BEGIN Records to use
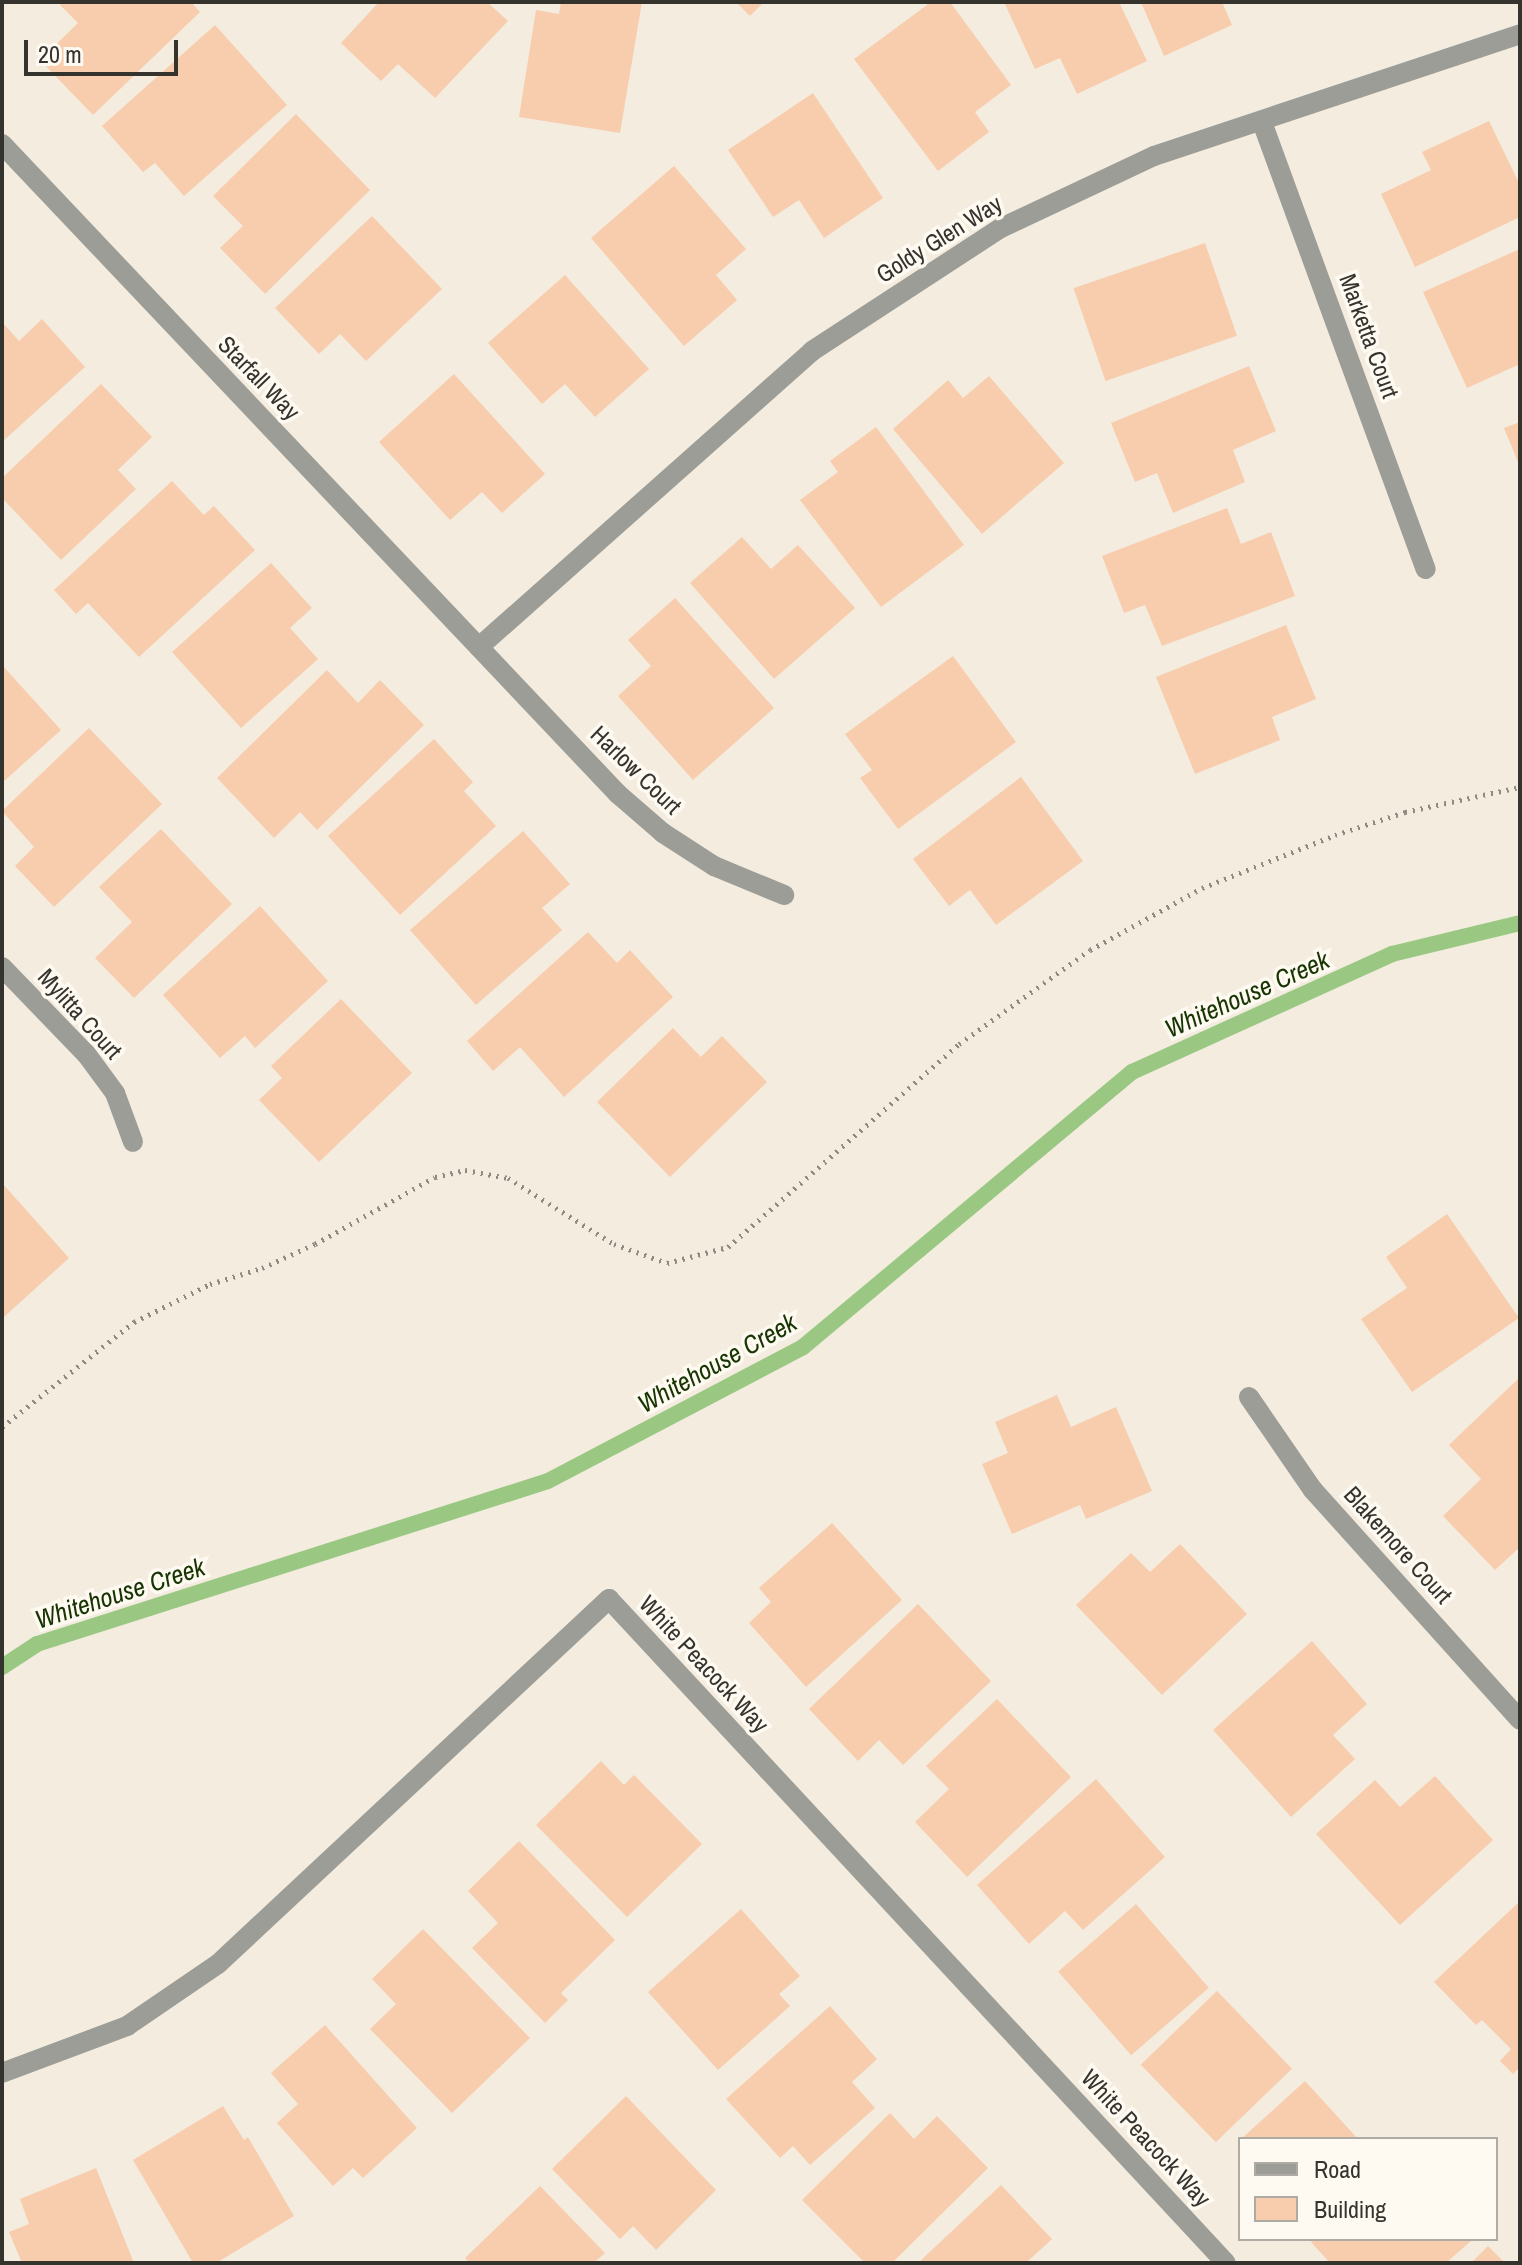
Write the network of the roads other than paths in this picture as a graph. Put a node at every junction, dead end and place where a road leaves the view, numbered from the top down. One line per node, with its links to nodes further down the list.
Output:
1 (1520, 34): 2 (street, Goldy Glen Way)
2 (1262, 122): 4 (street, Marketta Court); 5 (street, Goldy Glen Way)
3 (2, 144): 5 (street, Starfall Way)
4 (1426, 569)
5 (479, 647): 6 (street, Harlow Court)
6 (784, 895)
7 (2, 967): 8 (street, Mylitta Court)
8 (133, 1142)
9 (1249, 1397): 10 (street, Blakemore Court)
10 (1520, 1720)
11 (2, 2073): 12 (street, White Peacock Way)
12 (1226, 2263)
END Records to use
## What this task involves:
Line by line, write out the material exactly, leaving the images out.

## Solved problem:
Write the network of the roads other than paths in this picture as a graph. Put a node at every junction, dead end and place where a road leaves the view, numbered from the top down. One line per node, with its links to nodes further down the list.
Output:
1 (1520, 34): 2 (street, Goldy Glen Way)
2 (1262, 122): 4 (street, Marketta Court); 5 (street, Goldy Glen Way)
3 (2, 144): 5 (street, Starfall Way)
4 (1426, 569)
5 (479, 647): 6 (street, Harlow Court)
6 (784, 895)
7 (2, 967): 8 (street, Mylitta Court)
8 (133, 1142)
9 (1249, 1397): 10 (street, Blakemore Court)
10 (1520, 1720)
11 (2, 2073): 12 (street, White Peacock Way)
12 (1226, 2263)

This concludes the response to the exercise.